**Your goal:**
Each line of the entries below that holds "positions" is needed, copied in full.

**Input for this task:**
+++

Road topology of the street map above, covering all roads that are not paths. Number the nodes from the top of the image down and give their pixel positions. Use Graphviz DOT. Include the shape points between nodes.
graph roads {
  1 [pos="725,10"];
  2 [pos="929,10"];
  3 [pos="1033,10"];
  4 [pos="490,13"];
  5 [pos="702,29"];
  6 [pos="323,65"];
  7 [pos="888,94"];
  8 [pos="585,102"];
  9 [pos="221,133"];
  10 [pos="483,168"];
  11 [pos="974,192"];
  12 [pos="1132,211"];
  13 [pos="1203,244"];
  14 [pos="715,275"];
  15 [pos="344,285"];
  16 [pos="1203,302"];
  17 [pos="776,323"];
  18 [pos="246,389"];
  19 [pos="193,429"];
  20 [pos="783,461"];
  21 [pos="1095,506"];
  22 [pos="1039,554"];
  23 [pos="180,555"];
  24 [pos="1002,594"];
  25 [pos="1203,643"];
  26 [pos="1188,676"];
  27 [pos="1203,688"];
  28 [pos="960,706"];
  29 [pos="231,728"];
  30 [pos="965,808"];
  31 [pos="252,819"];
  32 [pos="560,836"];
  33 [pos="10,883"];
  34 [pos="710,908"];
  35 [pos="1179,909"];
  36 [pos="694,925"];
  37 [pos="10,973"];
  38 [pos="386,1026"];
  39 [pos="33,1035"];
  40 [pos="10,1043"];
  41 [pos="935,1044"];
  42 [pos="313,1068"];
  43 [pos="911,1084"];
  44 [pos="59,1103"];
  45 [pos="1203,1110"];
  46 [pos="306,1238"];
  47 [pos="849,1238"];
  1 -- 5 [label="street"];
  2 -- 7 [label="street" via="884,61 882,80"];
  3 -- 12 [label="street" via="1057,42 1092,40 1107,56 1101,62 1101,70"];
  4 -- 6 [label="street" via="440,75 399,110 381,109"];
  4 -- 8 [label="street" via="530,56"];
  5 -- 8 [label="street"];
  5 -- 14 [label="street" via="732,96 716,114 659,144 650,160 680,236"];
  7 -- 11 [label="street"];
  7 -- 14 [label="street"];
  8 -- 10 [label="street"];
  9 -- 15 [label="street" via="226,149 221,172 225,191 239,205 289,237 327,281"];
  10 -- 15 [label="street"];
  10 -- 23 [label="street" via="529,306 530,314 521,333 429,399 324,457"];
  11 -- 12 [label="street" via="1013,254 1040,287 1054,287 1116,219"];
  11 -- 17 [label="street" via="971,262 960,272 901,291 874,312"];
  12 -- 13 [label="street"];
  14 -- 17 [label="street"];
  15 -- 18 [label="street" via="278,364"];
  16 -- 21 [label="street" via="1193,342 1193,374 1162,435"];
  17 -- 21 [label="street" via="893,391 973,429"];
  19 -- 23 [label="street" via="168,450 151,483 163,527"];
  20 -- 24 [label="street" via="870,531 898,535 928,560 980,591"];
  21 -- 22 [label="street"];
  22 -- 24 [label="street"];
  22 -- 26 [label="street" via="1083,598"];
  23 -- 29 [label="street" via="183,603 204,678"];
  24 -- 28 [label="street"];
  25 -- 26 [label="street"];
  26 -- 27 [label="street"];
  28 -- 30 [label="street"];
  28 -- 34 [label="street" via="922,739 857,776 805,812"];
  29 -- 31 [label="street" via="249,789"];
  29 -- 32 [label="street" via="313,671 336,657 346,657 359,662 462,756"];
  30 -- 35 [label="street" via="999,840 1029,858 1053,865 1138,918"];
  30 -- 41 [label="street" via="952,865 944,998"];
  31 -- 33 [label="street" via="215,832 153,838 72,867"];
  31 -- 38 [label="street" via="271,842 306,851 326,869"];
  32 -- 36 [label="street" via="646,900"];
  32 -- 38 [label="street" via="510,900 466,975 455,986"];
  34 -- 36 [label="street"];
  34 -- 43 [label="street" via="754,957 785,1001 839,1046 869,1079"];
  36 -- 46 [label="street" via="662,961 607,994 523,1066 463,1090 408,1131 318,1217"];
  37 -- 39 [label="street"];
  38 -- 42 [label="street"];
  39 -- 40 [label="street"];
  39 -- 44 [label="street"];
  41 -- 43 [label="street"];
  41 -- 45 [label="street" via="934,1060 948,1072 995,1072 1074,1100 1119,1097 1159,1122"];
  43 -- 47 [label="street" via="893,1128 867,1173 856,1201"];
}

+++

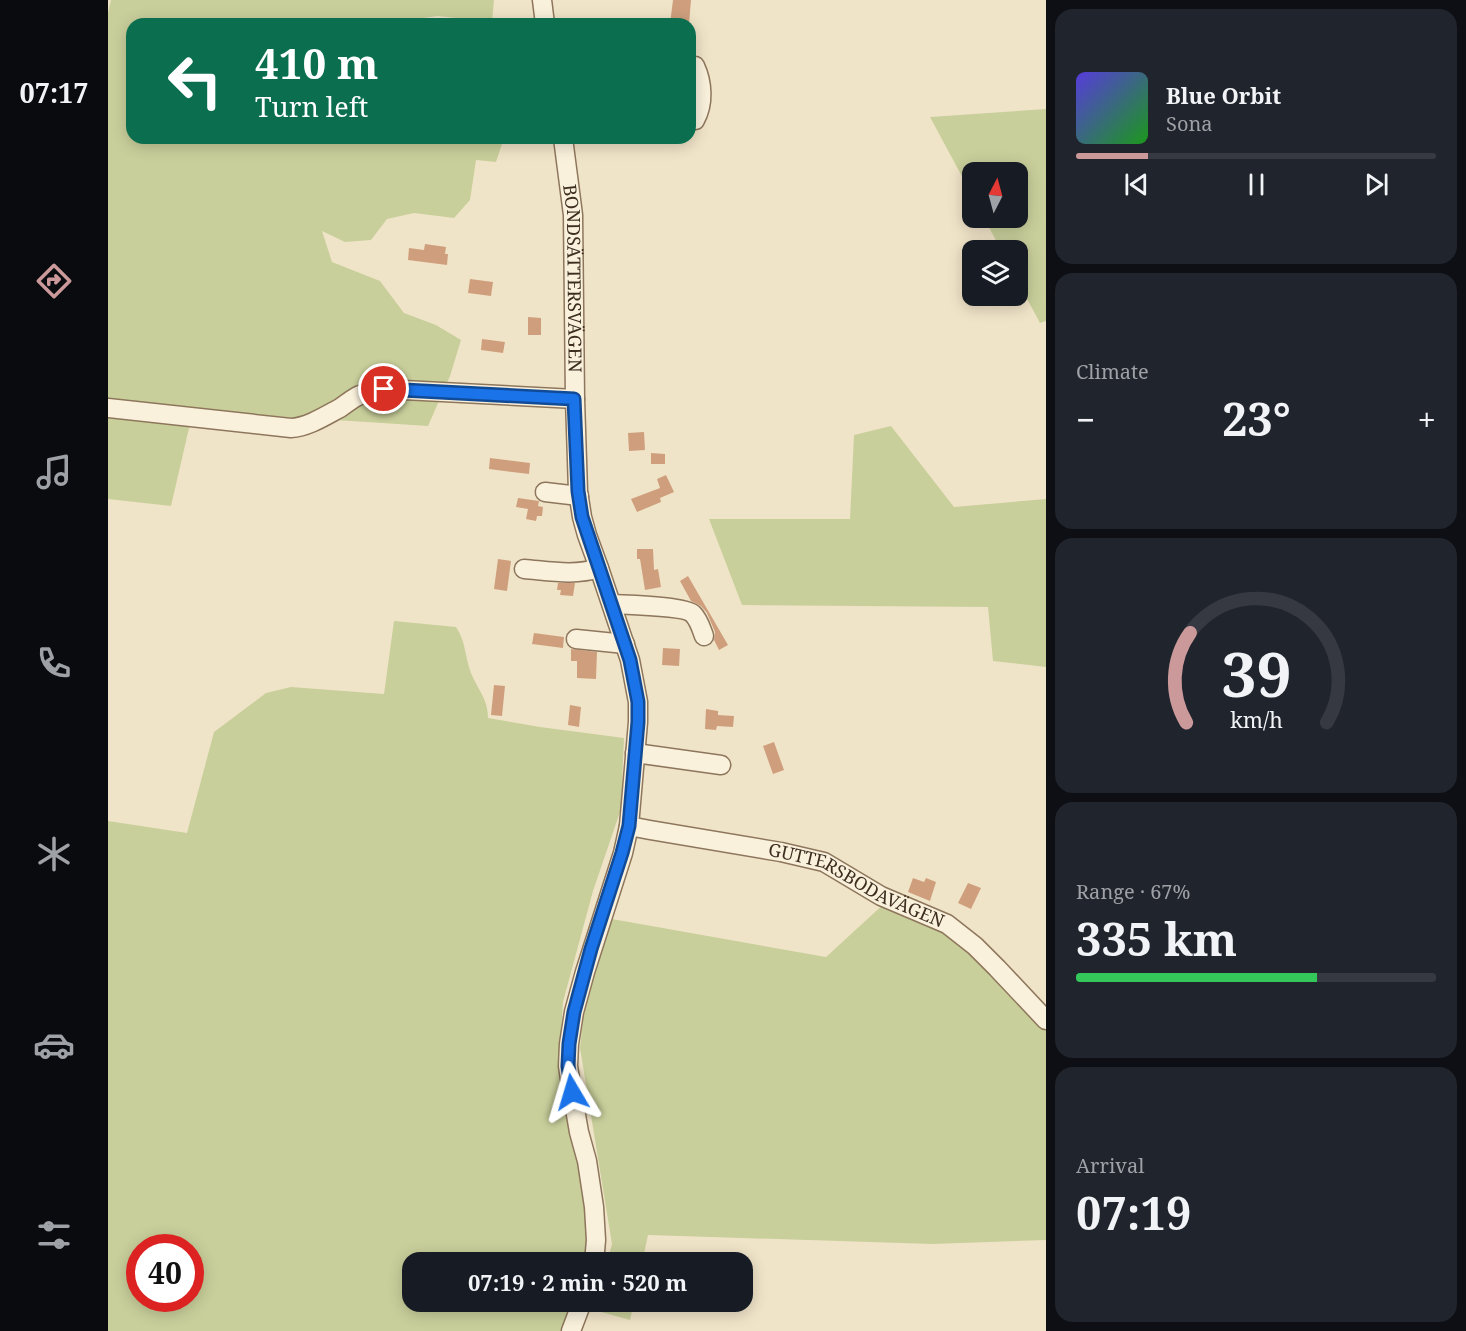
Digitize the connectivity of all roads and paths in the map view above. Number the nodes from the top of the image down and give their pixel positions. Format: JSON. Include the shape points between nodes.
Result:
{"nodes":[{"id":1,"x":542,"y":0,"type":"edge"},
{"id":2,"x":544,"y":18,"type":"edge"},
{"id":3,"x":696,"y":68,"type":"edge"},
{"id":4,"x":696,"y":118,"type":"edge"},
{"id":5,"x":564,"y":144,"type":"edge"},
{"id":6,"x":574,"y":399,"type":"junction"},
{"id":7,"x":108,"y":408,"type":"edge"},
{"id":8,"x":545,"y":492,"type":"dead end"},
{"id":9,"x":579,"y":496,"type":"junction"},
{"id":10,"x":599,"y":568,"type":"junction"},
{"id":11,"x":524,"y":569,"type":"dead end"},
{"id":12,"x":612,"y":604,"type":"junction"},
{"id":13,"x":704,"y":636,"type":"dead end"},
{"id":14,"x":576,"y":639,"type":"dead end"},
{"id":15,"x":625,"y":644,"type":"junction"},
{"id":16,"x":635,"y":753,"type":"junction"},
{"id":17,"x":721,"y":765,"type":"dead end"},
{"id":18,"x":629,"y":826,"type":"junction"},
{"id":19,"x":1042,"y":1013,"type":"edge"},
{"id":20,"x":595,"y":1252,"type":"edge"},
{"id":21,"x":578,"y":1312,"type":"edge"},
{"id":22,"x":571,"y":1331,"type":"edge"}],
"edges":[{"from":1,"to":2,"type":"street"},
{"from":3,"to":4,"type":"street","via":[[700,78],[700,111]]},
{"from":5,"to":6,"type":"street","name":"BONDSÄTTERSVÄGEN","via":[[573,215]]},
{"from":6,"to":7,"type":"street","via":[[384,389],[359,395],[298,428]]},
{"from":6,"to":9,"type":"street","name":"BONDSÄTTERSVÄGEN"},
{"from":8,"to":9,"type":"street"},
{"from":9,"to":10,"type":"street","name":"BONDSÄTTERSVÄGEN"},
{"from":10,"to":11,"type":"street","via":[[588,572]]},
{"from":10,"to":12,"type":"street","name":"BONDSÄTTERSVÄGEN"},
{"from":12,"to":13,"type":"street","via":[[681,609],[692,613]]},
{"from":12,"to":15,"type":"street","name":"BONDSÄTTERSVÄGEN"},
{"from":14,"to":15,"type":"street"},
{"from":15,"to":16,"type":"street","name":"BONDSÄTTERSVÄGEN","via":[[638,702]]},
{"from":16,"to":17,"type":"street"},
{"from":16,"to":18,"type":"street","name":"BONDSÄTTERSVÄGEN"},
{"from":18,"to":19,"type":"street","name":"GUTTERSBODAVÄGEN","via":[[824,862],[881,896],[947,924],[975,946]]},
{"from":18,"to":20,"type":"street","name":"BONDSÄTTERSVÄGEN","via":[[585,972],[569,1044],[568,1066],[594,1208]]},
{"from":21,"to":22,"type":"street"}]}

+++

**Result for this task:**
Road topology of the street map above, covering all roads that are not paths. Number the nodes from the top of the image down and give their pixel positions. Use Graphviz DOT. Include the shape points between nodes.
Digitize the connectivity of all roads and paths in the map view above. Number the nodes from the top of the image down and give their pixel positions. Format: JSON. Include the shape points between nodes.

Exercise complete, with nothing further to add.